We use the MMLU benchmark to evaluate whether ICAG-generated system prompts affect the general helpfulness of LLMs. The accuracy of each defense LLM on MMLU is shown in Table 3. We found that using ICAG-generated defense prompts as system prompts has no impact on the LLMs’ general helpfulness.

In this study, we examine the transferability of the ICAG defense mechanism. We train ICAG on a specific defense LLM, then apply the derived system prompts to other models, assessing their efficacy across all mentioned attacks. The average results are in Table 4, with full outcomes in Table 5. Our findings indicate that ICAG’s defense strategies consistently transfer across different models. Notably, the JSR for transferred defenses is only slightly higher than for non-transferred defenses, demonstrating ICAG’s effectiveness even when transferring across diverse LLMs.

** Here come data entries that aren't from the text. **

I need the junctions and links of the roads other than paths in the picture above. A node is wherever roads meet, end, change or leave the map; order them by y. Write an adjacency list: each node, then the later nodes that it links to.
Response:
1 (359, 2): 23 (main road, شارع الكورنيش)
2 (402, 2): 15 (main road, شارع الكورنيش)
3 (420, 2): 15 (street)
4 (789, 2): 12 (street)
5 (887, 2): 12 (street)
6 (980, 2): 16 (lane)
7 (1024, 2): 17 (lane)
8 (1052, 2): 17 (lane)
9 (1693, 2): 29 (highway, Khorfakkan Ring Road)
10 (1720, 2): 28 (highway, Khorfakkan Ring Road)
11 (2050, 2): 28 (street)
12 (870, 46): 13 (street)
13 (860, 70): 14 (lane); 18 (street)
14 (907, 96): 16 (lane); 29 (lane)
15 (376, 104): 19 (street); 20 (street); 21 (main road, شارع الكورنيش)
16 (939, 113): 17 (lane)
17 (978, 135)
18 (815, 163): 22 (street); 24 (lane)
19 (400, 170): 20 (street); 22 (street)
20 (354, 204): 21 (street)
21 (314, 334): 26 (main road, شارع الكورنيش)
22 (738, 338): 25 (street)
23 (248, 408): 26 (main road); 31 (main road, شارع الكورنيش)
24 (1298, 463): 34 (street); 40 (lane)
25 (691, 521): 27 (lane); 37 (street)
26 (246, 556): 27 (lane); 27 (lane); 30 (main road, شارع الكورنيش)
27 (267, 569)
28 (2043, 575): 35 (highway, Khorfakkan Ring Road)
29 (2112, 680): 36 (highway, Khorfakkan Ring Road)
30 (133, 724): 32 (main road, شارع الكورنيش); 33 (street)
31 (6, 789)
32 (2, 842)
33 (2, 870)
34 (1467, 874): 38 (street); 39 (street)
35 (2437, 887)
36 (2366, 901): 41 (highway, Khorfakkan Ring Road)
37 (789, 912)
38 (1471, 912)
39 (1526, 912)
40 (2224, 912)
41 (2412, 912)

Due to space limitations, the ablation study is presented in App.A.2, and examples of ICAG-generated system prompts can be found in App.C. Additionally, to demonstrate the reliability of using 5 harmful questions in SRD-based attacks, we used another set of 5 unrelated harmful questions. The results, shown in Table 7, are similar to those in Table 1, confirming the consistency of SRD-based attacks.